A Navy Lieutenant arrived at Lt. Bud Biteman’s Intelligence tent the rainy day that Taejon fell, pleading with Biteman “to send some fighter support over to the west coast, beyond Taejon. He said he’d just come from there by road, and the Red troops were crossing the river estuary in small craft. If they weren’t stopped then, while still vulnerable in their little boats, they would reach the south shore and be able to sweep through the city of Kwangju and the whole southwestern end of the country.

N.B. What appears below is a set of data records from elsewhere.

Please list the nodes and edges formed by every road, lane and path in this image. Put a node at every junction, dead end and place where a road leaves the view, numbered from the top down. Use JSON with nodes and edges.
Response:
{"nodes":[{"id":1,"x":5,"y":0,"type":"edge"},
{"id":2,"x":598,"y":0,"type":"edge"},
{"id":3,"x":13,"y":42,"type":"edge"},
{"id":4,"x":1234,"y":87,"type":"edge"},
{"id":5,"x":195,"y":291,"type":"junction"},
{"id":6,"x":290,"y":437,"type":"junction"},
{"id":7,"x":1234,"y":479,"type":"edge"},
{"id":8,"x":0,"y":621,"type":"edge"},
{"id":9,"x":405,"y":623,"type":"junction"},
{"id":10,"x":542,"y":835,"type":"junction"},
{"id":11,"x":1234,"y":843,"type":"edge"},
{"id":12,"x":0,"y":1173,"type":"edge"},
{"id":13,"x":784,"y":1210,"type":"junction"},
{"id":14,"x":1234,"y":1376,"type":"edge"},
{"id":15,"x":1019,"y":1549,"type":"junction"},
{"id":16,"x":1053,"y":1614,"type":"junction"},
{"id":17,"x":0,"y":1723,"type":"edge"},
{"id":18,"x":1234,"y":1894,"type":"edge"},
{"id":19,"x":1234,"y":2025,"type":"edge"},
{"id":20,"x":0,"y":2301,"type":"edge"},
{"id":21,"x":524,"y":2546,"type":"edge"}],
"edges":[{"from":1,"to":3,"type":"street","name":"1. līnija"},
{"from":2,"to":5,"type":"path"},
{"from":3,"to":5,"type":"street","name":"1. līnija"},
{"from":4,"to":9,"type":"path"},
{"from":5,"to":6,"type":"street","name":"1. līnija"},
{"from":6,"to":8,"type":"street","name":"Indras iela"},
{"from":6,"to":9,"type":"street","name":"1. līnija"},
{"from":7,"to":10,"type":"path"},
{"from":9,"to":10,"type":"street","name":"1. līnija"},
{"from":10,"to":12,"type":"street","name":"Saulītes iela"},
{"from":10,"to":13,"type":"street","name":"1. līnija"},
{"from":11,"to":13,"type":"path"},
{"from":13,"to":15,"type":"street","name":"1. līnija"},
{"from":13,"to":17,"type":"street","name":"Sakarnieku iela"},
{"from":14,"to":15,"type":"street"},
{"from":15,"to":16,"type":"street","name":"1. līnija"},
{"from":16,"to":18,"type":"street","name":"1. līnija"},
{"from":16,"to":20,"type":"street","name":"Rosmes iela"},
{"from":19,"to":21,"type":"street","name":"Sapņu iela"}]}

I felt very badly, not being able to help him, but we couldn’t possibly fly in the existing weather, and at that time didn’t even know the status of our primary area of concern—Taejon.”
Biteman told him that he would “try to get someone into that area to look over the situation as soon as the weather broke enough to get our ships into the air.

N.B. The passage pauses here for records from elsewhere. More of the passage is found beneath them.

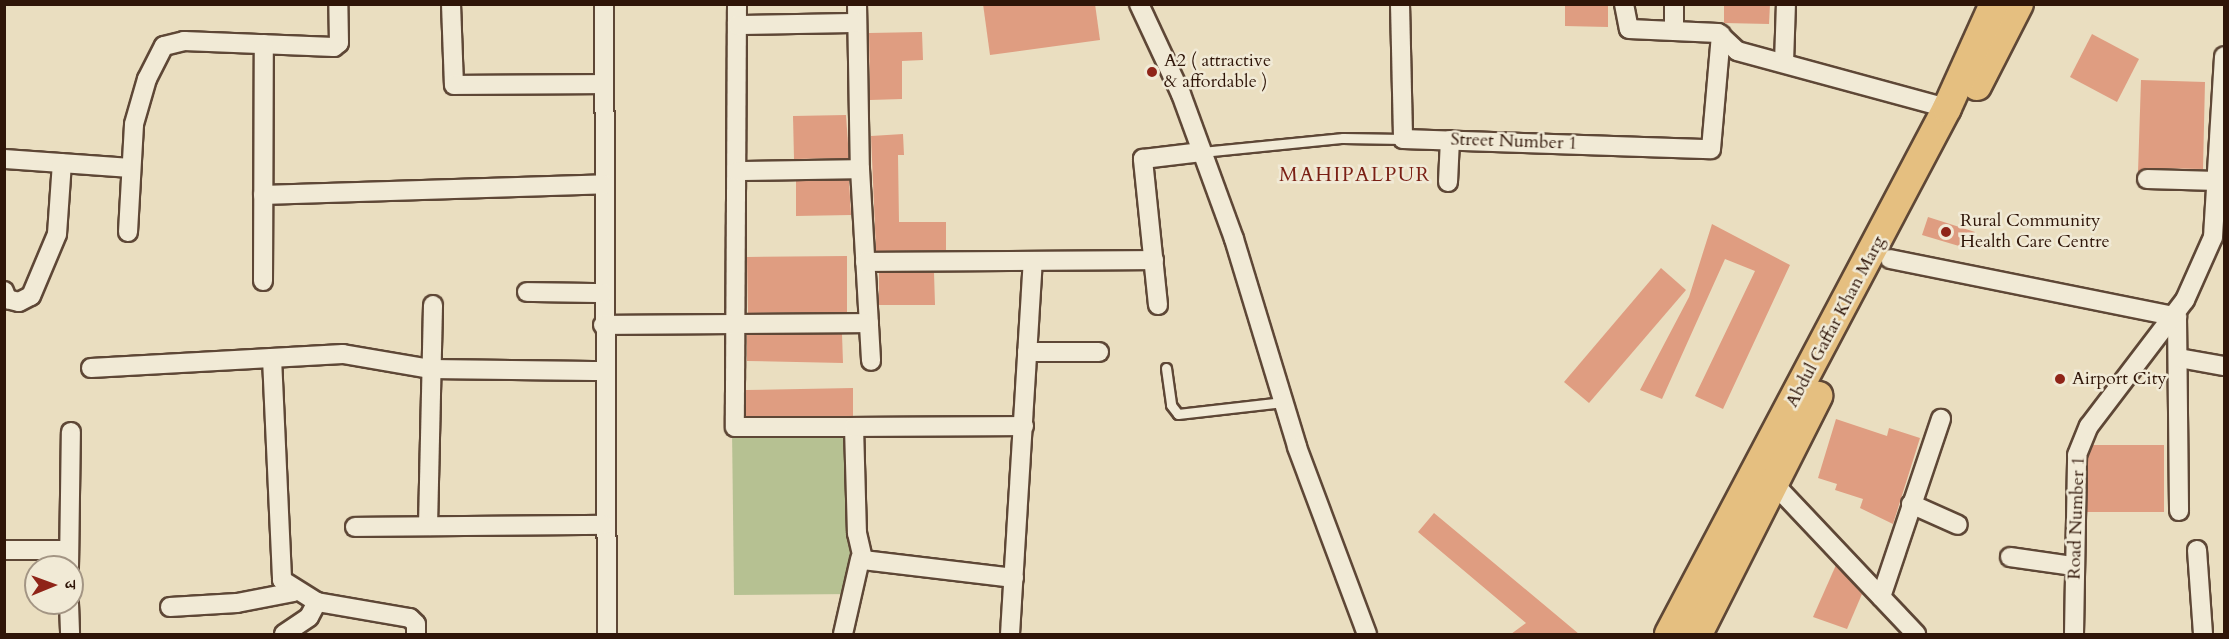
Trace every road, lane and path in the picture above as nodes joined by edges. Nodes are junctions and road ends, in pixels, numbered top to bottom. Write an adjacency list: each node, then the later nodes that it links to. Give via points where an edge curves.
1 (338, 4): 16 (street, via 337,46)
2 (451, 4): 19 (street, via 454,85)
3 (604, 4): 19 (street)
4 (736, 4): 13 (street)
5 (1139, 4): 23 (street)
6 (1400, 4): 21 (street)
7 (1624, 4): 14 (street, via 1629,28)
8 (1674, 4): 14 (street)
9 (1786, 4): 18 (street)
10 (1994, 4): 20 (main road, Abdul Gaffar Khan Marg)
11 (2019, 4): 36 (main road, Abdul Gaffar Khan Marg)
12 (857, 14): 13 (street); 27 (street)
13 (737, 25): 28 (street)
14 (1674, 29): 15 (street)
15 (1721, 34): 18 (street, via 1731,49); 22 (street, Street Number 1, via 1710,149)
16 (264, 44): 26 (street, via 184,40 164,46 140,99); 33 (street)
17 (2224, 56): 30 (street, Road Number 1)
18 (1784, 63): 20 (street)
19 (604, 84): 32 (street)
20 (1947, 108): 92 (main road, Abdul Gaffar Khan Marg)
21 (1403, 139): 22 (street, Street Number 1); 23 (lane, Street Number 1, via 1343,138)
22 (1450, 140): 31 (street)
23 (1202, 152): 37 (street, via 1144,157); 60 (street, via 1234,239)
24 (4, 159): 25 (street)
25 (62, 163): 26 (street); 41 (street, via 57,234 31,296 19,302 7,299)
26 (129, 168): 34 (street)
27 (860, 169): 28 (street); 38 (street)
28 (737, 171): 49 (street)
29 (2147, 179): 30 (street)
30 (2217, 181): 35 (street, Road Number 1)
31 (1448, 182)
32 (605, 184): 33 (street); 43 (street)
33 (263, 195): 40 (street)
34 (128, 232)
35 (2219, 238): 46 (street, Road Number 1)
36 (1890, 259): 46 (street); 65 (main road, Abdul Gaffar Khan Marg, via 1813,405)
37 (1154, 260): 39 (street); 45 (street)
38 (865, 262): 39 (street); 47 (street)
39 (1033, 263): 50 (street)
40 (263, 281)
41 (4, 291)
42 (527, 292): 43 (street)
43 (603, 293): 48 (street)
44 (432, 305): 58 (street)
45 (1158, 305)
46 (2171, 318): 53 (street); 78 (street, Road Number 1, via 2083,439 2074,486)
47 (869, 323): 49 (street); 54 (street)
48 (603, 325): 49 (street); 59 (street)
49 (737, 325): 63 (street, via 735,427)
50 (1027, 352): 51 (street); 62 (street)
51 (1099, 352)
52 (272, 358): 56 (street); 58 (street, via 343,354); 80 (street, via 279,572)
53 (2179, 358): 55 (street); 67 (street)
54 (871, 361)
55 (2224, 366)
56 (91, 368)
57 (1166, 368): 60 (lane, via 1173,412 1213,413)
58 (429, 369): 59 (street); 70 (street)
59 (603, 371): 68 (street)
60 (1283, 402): 91 (street)
61 (1941, 419): 66 (street)
62 (1024, 426): 63 (street); 79 (street)
63 (854, 427): 77 (street)
64 (71, 432): 75 (street)
65 (1776, 486): 81 (street); 93 (main road, Abdul Gaffar Khan Marg)
66 (1911, 504): 69 (street); 81 (street)
67 (2179, 510)
68 (604, 525): 70 (street); 88 (street)
69 (1958, 525)
70 (428, 526): 71 (street)
71 (355, 527)
72 (4, 550): 74 (street)
73 (2197, 550): 96 (street)
74 (40, 555)
75 (69, 555)
76 (2010, 557): 78 (street)
77 (860, 559): 79 (street); 89 (street)
78 (2073, 566): 95 (street, Road Number 1)
79 (1014, 578): 90 (street)
80 (294, 591): 82 (street); 83 (street, via 248,602)
81 (1881, 597): 94 (street)
82 (317, 602): 86 (street, via 309,617); 87 (street, via 410,618 416,624)
83 (170, 607)
84 (69, 615): 85 (street)
85 (70, 634)
86 (284, 634)
87 (416, 634)
88 (607, 634)
89 (843, 634)
90 (1010, 634)
91 (1367, 634)
92 (1669, 634)
93 (1698, 634)
94 (1916, 634)
95 (2074, 634)
96 (2203, 634)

Early the following day, Biteman’s flight attacked troops and tanks southeast of Taejon with his bombs and rockets, then “swung wide northwest of Kwangju, to look for signs of boats crossing the western estuary.”
They saw no boats, but as they flew low over the road leading south toward Chongjun, about thirty miles south of the estuary crossing, they “ran across ten olive-drab, open-backed trucks loaded with armed troops—they were southbound. Were they North or South Korean troops?” Biteman had no way of knowing.
When Biteman made a second, “very low, slow pass to look them over, the men in the trucks displayed white cloth signal panels on the roof of the trucks’ cab—even though panel codes had not yet been established that early in the war. The trucks were headed south, not north.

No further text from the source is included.